There are a lot of interesting discussions on issues surrounding the Deyu histories, but for myself it is most fascinating to learn that the small Deyu was, according to Kawa, originally discovered in the 1980's (I think more like the late ’70’s) in the Sikkim Library (surely he means the Sikkim Institute of Tibetology in Gangtok), and then made into a blue mimeograph (done by the Social Science Institute in Lhasa; I have a scan of it) that then served as the basis for the 1987 Lhasa publication. All this I knew, except for the information that it was first found in Sikkim. But Kawa also tells us that it had once belonged to a collection of texts in the personal library of Kaḥ-thog Rig-’dzin Tshe-dbang-nor-bu (1698-1755) until it was, at some point in the 17th or 18th centuries (I guess he means 18th or 19th centuries), moved to Sikkim. These particular details that concern manuscript provenance, too, are new to me.

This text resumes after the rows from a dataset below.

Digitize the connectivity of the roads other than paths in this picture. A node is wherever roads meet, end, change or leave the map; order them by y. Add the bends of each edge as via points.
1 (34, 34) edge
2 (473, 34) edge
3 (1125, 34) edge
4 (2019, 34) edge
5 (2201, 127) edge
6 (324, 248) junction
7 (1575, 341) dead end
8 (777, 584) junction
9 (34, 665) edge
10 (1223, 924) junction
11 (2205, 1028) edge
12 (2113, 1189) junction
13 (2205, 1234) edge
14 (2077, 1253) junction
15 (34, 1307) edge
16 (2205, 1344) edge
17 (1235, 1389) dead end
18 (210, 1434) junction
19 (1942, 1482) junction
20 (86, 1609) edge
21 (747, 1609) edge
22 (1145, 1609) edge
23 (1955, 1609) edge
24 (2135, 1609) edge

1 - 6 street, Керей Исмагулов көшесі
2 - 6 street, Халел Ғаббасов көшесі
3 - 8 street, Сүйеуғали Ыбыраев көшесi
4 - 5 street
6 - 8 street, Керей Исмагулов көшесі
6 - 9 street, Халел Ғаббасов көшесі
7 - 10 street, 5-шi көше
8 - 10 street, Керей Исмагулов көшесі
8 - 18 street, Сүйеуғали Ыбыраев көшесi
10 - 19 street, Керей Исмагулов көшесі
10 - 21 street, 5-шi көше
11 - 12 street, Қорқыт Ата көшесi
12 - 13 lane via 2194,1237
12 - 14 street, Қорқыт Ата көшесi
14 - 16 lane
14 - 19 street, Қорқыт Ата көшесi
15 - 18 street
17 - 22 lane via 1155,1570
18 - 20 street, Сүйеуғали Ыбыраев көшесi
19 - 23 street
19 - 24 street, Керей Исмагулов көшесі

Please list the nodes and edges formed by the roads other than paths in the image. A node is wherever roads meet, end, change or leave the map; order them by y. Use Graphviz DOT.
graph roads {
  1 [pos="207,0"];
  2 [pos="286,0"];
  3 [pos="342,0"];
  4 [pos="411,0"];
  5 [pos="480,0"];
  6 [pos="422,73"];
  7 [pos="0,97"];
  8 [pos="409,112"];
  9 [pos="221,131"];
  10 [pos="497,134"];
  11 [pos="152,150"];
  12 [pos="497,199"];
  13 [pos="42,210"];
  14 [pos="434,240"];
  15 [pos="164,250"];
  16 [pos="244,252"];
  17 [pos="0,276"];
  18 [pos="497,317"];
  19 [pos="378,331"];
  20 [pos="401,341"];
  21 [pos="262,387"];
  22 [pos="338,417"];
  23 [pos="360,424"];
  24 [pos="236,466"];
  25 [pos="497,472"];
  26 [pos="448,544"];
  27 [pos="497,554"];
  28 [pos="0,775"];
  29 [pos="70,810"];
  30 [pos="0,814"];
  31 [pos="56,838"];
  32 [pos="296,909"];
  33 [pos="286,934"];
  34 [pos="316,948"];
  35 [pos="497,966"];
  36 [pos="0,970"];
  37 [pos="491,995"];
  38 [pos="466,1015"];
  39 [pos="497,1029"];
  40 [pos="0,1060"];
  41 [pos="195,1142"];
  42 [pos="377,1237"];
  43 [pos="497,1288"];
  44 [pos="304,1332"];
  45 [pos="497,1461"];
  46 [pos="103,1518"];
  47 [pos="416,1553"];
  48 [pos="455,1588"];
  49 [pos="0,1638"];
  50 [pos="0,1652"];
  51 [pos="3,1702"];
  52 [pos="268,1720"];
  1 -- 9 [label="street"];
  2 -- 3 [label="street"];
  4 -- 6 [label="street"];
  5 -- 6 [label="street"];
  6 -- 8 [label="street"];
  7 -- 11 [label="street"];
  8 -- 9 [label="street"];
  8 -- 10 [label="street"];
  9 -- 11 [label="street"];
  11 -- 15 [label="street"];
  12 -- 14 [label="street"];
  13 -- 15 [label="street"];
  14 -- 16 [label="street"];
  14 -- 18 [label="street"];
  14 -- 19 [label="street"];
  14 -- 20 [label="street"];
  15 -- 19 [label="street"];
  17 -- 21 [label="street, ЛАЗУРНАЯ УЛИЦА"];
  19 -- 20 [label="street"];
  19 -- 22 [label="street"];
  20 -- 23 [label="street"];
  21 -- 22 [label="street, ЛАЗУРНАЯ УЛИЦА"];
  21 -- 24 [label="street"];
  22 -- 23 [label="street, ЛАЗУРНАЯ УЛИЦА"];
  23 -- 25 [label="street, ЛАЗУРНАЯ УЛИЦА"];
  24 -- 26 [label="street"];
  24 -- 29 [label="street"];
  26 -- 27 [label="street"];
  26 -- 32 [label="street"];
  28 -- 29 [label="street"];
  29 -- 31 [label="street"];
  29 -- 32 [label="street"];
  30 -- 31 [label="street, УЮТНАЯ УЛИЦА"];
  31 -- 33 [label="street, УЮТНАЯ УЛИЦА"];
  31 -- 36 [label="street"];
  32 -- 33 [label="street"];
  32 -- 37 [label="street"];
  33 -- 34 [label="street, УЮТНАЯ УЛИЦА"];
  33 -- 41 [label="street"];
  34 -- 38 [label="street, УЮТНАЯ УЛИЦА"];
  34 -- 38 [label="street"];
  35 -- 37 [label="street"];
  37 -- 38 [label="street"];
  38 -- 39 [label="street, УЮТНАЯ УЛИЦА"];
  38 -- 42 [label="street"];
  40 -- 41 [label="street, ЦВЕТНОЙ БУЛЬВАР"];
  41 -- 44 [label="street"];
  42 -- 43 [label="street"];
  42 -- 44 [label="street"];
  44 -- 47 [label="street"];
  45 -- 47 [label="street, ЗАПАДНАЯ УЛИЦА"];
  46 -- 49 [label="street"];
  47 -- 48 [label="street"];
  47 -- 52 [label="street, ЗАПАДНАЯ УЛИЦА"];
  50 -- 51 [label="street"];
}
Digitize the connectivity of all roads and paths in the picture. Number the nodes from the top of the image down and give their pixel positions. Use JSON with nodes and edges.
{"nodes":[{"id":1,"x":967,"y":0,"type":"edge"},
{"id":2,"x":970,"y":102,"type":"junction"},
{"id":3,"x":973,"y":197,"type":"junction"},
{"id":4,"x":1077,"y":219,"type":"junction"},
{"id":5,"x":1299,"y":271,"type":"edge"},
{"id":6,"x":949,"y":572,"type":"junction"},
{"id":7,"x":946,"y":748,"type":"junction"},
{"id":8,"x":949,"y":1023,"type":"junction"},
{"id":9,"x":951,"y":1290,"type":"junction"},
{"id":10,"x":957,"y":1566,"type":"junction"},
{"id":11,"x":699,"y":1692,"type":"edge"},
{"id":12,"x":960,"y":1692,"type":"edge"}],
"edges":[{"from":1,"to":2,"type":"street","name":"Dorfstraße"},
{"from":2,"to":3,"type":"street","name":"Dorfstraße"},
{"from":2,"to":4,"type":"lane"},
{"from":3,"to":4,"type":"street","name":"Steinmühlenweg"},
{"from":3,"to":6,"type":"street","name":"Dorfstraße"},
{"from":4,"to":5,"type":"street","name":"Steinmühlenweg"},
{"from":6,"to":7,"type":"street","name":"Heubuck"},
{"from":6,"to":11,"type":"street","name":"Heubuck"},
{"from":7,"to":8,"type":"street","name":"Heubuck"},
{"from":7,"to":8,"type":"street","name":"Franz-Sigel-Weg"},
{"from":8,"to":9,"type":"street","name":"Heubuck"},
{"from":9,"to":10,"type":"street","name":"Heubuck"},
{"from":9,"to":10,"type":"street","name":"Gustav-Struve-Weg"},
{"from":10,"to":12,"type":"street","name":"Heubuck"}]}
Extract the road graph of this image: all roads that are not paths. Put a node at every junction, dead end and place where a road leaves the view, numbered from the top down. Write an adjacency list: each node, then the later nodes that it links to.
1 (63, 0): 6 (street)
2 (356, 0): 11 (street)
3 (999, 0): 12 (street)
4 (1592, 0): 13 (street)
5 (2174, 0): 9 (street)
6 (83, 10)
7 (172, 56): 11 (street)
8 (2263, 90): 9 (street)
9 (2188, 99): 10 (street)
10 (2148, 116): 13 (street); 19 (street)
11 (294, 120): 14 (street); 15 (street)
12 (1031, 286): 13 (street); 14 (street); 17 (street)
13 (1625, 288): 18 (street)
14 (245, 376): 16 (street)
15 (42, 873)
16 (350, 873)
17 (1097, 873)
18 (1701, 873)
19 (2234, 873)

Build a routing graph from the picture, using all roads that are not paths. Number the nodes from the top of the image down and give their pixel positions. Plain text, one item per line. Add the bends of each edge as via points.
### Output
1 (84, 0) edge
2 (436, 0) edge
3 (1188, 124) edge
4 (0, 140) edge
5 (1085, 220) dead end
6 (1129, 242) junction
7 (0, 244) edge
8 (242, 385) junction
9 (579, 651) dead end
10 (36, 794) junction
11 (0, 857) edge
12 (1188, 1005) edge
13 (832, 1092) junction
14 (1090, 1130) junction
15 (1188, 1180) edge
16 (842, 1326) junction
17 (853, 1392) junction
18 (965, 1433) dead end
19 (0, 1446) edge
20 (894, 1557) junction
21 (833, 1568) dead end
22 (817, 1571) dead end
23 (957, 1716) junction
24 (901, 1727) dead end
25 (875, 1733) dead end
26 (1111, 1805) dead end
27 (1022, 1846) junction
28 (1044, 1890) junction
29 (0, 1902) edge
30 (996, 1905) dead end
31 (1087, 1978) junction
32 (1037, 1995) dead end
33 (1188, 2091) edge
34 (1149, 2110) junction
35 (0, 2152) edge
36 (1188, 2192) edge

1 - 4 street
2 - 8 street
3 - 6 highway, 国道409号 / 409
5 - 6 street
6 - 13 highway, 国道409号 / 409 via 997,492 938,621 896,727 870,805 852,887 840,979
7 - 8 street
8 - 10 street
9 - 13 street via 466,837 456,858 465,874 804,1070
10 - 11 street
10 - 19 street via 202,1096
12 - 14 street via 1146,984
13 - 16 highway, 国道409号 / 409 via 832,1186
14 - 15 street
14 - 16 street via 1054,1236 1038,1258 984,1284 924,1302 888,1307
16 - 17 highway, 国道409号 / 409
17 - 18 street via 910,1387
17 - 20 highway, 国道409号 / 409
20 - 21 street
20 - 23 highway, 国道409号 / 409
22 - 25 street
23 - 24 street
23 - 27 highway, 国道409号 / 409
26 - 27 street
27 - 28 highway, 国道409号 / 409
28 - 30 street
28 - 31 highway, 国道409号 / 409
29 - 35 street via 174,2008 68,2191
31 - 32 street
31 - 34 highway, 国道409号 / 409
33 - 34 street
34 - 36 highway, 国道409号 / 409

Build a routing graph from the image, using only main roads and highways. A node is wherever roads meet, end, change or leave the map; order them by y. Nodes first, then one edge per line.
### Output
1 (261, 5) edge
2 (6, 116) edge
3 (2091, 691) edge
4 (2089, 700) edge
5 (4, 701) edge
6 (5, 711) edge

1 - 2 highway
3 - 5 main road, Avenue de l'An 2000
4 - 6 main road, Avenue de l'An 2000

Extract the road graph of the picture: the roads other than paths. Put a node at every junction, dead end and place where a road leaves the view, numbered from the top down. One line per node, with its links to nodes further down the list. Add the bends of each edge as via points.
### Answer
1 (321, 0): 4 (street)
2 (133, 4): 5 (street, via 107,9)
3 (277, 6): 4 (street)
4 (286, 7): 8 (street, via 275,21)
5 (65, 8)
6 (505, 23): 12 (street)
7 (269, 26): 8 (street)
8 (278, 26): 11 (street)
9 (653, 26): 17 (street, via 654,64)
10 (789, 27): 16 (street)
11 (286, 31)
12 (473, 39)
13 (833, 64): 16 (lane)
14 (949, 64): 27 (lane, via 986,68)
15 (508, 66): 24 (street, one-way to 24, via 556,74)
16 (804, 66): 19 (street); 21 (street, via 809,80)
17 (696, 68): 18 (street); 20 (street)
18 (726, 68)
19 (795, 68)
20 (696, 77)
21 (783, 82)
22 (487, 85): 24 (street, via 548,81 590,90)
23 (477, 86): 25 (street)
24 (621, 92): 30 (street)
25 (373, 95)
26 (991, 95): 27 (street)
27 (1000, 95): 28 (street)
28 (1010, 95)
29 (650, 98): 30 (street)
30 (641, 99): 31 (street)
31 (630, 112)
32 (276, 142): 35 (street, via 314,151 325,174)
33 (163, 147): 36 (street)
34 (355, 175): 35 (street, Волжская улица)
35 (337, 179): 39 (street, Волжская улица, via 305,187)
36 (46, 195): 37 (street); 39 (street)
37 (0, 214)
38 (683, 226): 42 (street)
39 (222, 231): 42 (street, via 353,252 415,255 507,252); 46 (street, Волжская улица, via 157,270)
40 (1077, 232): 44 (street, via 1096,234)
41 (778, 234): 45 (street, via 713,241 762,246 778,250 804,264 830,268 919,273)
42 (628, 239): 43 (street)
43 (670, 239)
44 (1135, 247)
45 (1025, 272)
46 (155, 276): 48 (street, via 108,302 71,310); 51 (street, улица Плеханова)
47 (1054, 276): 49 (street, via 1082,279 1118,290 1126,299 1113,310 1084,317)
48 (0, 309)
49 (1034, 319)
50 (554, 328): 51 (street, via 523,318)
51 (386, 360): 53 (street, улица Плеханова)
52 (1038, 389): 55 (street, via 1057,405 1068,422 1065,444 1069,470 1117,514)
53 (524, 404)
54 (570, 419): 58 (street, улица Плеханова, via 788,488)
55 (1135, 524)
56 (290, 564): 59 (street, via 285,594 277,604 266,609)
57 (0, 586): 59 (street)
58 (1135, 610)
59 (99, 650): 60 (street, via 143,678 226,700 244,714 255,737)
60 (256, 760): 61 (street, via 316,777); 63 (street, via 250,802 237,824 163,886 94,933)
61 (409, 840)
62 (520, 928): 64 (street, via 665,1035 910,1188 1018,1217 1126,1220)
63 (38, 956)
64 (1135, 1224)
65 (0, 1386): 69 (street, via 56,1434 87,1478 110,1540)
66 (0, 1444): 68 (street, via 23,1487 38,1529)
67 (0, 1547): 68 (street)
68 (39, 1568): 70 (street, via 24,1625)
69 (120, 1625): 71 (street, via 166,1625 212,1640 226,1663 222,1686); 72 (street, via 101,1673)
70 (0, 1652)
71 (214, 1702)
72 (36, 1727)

Turning from page 4 to page 5, Kawa tells us that the long Deyu had originally been kept in the Drepung Arhat Temple collection, as it bears the cataloging markings typical of that collection. This must be so even though the shelving number on the title page of the book is not listed in the published catalog (the manuscript would have been removed before the catalog was made). Kawa judges that the manuscript that is still accessible to us today was a secondary copy made from an earlier one scribed in the 13th or 14th centuries (we can trust his highly-trained judgement on the codicological niceties). The interview ends on p. 12 after a brief discussion about the Nine Regalia. Okay, enough fun for today, so let’s call it a night!


With the single exception of the essay by Lcags-mo-rgyal, none of these essays posted or published since the middle of 2022 show any awareness of the discovery of the Eye Spoon, and not even one is cognizant that an English translation of the long Deyu had appeared in print. Seriously, this is not meant as a criticism, just an observation. I realize it can take some time before publications have an effect on what is said in still other publications...  Some say that in the field of Humanities, the gap is likely to be somewhere between 10 and 20 years. That may not be an exaggeration. Besides, the language gap has to be figured into it.